Литмир - Электронная Библиотека
A
A

Джим решил немного подождать и уселся на пол, обняв руками колени. Он почти успокоился и никуда особенно не спешил, как будто безграничное спокойствие Гекко передалось ему, пока Гекко нес его на руках.

Прошло какое-то время, бесконечно долгое время, и в комнате стало темнеть. Джима это не беспокоило: ему было хорошо, он снова испытывал то полное счастье, которое познал на двух своих «сближениях».

Где-то далеко в темноте появился маленький огонек и стал расти. Но он не осветил жемчужно-серую комнатку, а превратился в изображение. Это было похоже на стереокино, как будто смотришь лучший новоголливудский фильм в ярких, естественных красках.

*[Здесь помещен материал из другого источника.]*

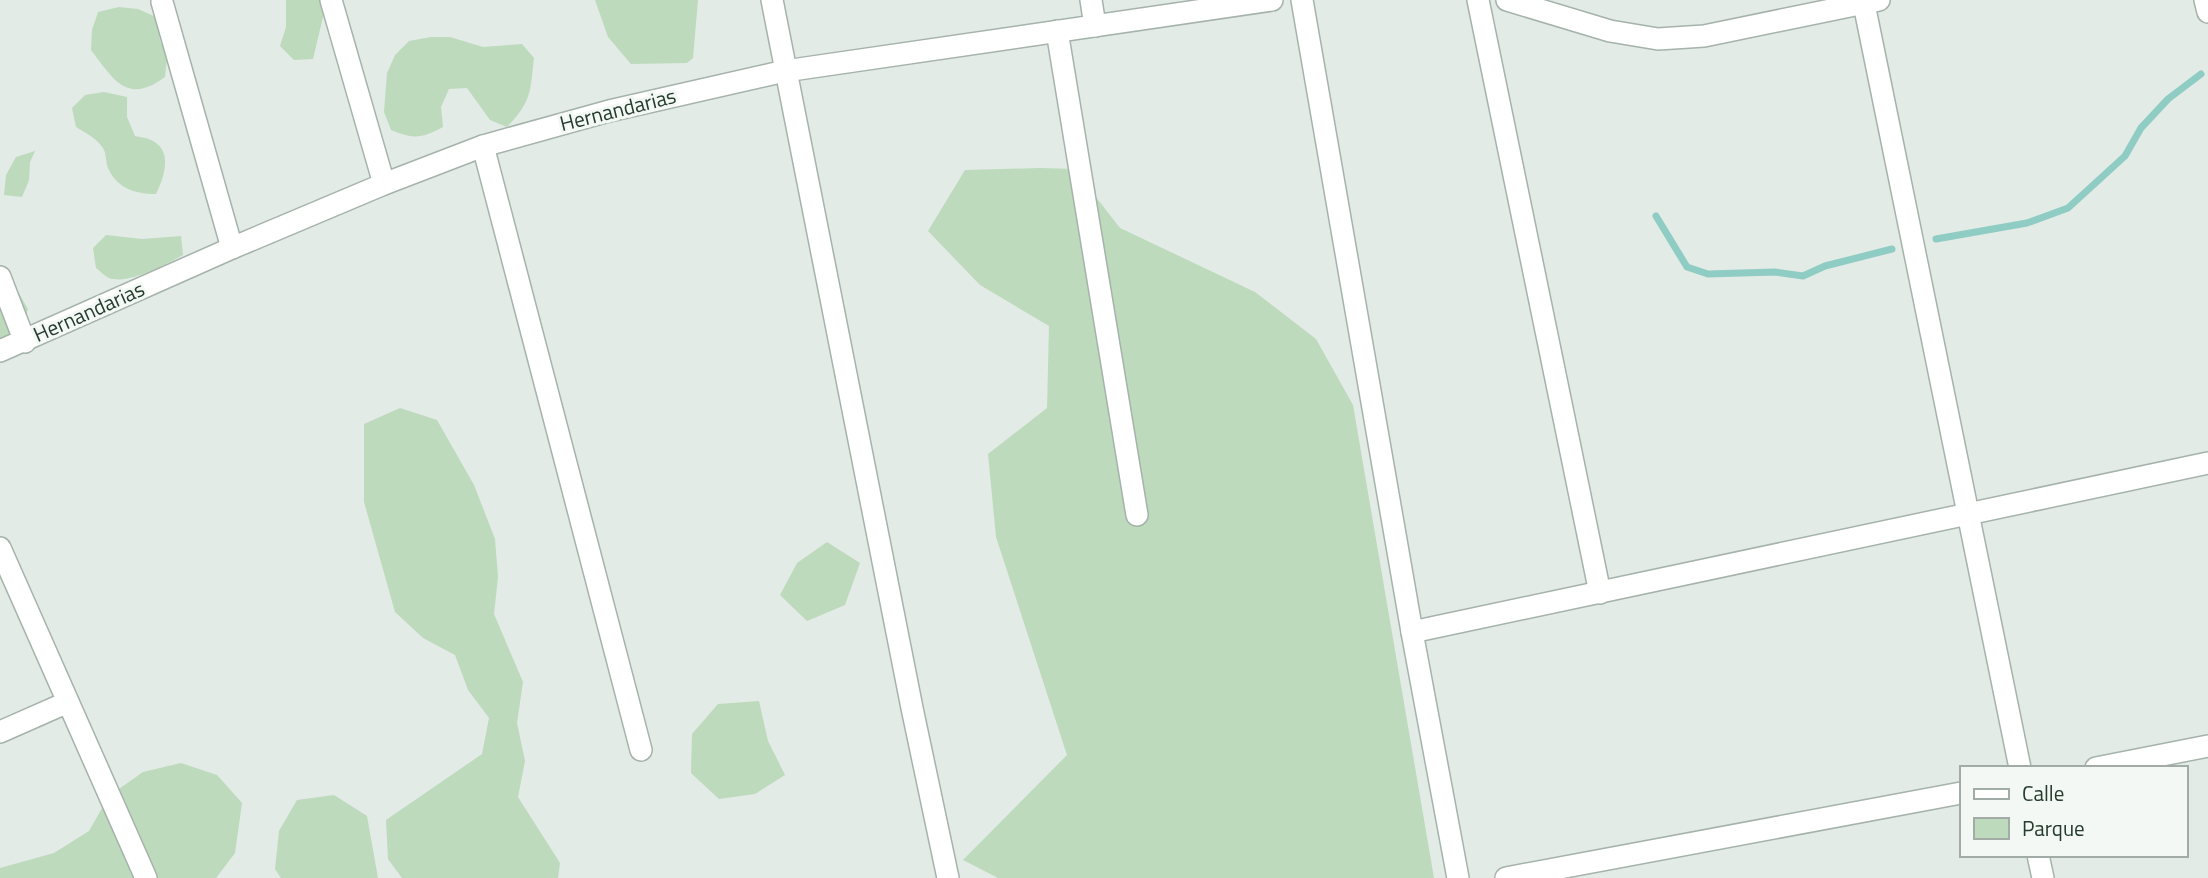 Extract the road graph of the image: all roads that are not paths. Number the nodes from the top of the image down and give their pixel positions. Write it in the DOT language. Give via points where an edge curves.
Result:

Только этот фильм снимали не на Земле, Джим точно знал это, в нем не было ни притянутого за уши счастливого конца, ни сюжета. Фильм был чисто документальным.

Джиму казалось, что он видит заросли травы у канала с высоты не более фута от земли. Ракурс все время менялся, как будто камеру возили на очень низкой тележке между стеблями. Камера перемещалась на несколько футов, останавливалась и снова переходила на другое место, но никогда не поднималась слишком высоко от земли. Иногда камера описывала полный круг, представляя панораму в триста шестьдесят градусов.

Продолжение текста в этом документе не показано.